Work problem: Academic research typically sneered at

There’s a literal metric ton of research out there about work, often conducted by academics. Heck, some of it is even used in the above-average white papers that people peddle left and right.  The below-average white papers are just cut-and-pasted from top Google results, but I digress. 

This makes sense: academic researchers are interested in proving things, and we spend a huge percentage of time at work. Work has interesting variations on teamwork and control and reporting structure and nuance and organization and project development, so it’s a very beautiful tapestry for an academic to dive into. No doubt.

But there are two problems we can’t avoid. 

Problem 1: Academics vs. executives

This is how each side typically views each other, with the caveat that every situation is different:

Academics look at execs and say “Whoa, that’s an extremely inefficient way of doing things. They should look at my research. And what’s with the all-consuming focus on money? That said, I want access to their ecosystem to do my work, because I must publish, lest I perish…”

Execs look at academics and say “That’s ivory tower bullshit. These guys are eggheads with protected jobs. If I don’t produce, I don’t eat. I’m out here doing it every day. Who cares what the research says? They’re not in here living it. I know my vertical.”

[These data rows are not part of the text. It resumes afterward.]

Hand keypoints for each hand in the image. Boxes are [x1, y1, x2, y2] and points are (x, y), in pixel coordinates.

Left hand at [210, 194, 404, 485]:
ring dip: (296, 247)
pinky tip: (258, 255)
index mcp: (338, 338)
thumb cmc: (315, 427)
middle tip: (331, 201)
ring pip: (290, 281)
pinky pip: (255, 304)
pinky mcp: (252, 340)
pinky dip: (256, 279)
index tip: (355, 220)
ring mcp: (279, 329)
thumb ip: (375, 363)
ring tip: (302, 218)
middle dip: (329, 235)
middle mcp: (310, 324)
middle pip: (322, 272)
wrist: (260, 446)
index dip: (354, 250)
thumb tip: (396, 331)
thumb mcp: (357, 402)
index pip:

Generalized? Yes. Often true? Also yes.

Problem 2: Is the research helping?

From an article about “how social science can become more solutions-oriented,” I need you to pay attention to this sequence:

So, Microsoft … one of the most successful companies of the past 20-30 years, minus maybe the Ballmer downturn and the miss on the iPhone. OK. Microsoft has billions upon billions of dollars in resources, and we (as a society) have 100+ years of “management science,” whatever exactly that means. Despite the potential intersection of “We can pay you lots of money” and “You should have some science here that’s worth a damn,” well … the problem is that a lot of “management science” doesn’t lead anywhere. It would not help Microsoft get where it needs to go in terms of a massive re-org. 

And if management science doesn’t exist to serve the biggest and baddest companies with their people needs, then what the hell is it anyway? Is it “a science” at all?

The chasm

You absolutely need to understand the psychological mindset of these two sets of people:

  • Those who want to run a big company
  • Those who want to be a professor

Those are very different types of people. The former is probably interested in a specific market, a specific set of products, and making money. The latter is interested in discourse, discussion, data, and research. The former probably speaks in acronyms and cliches over time, if not from the beginning of their career. The latter is more measured and uses bigger words (that are often as much bullshit as the words an exec uses). 

Regardless, they are extremely different types of people. Why would we ever believe that the research generated by the latter would be respected and put into practice by the former? 

This is part of the reason why trade shows are still around, too: the digital world confuses a lot of executive-types. They “came up” in business on the idea of discussing solutions and tactics all the time. But digital marketing is all about these fluffy bullshit white papers and research and “Here’s a new study saying…” in hopes you click it and become a lead. The vendor ecosystem confuses a lot of execs. They would probably rather see a sales one-sheeter because that’s the world and vocabulary they understand. 

Trade shows allow you to be face-to-face with potential prospects, which is more effective anyway, and it allows you to have the types of discussions you’re comfortable with. No research BS. No fluffy academia. Let’s just hit the pain points and get that sale, or at least get ’em down the funnel! 

It’s weird to me that more people don’t see this chasm as a major input into how many of us perceive work.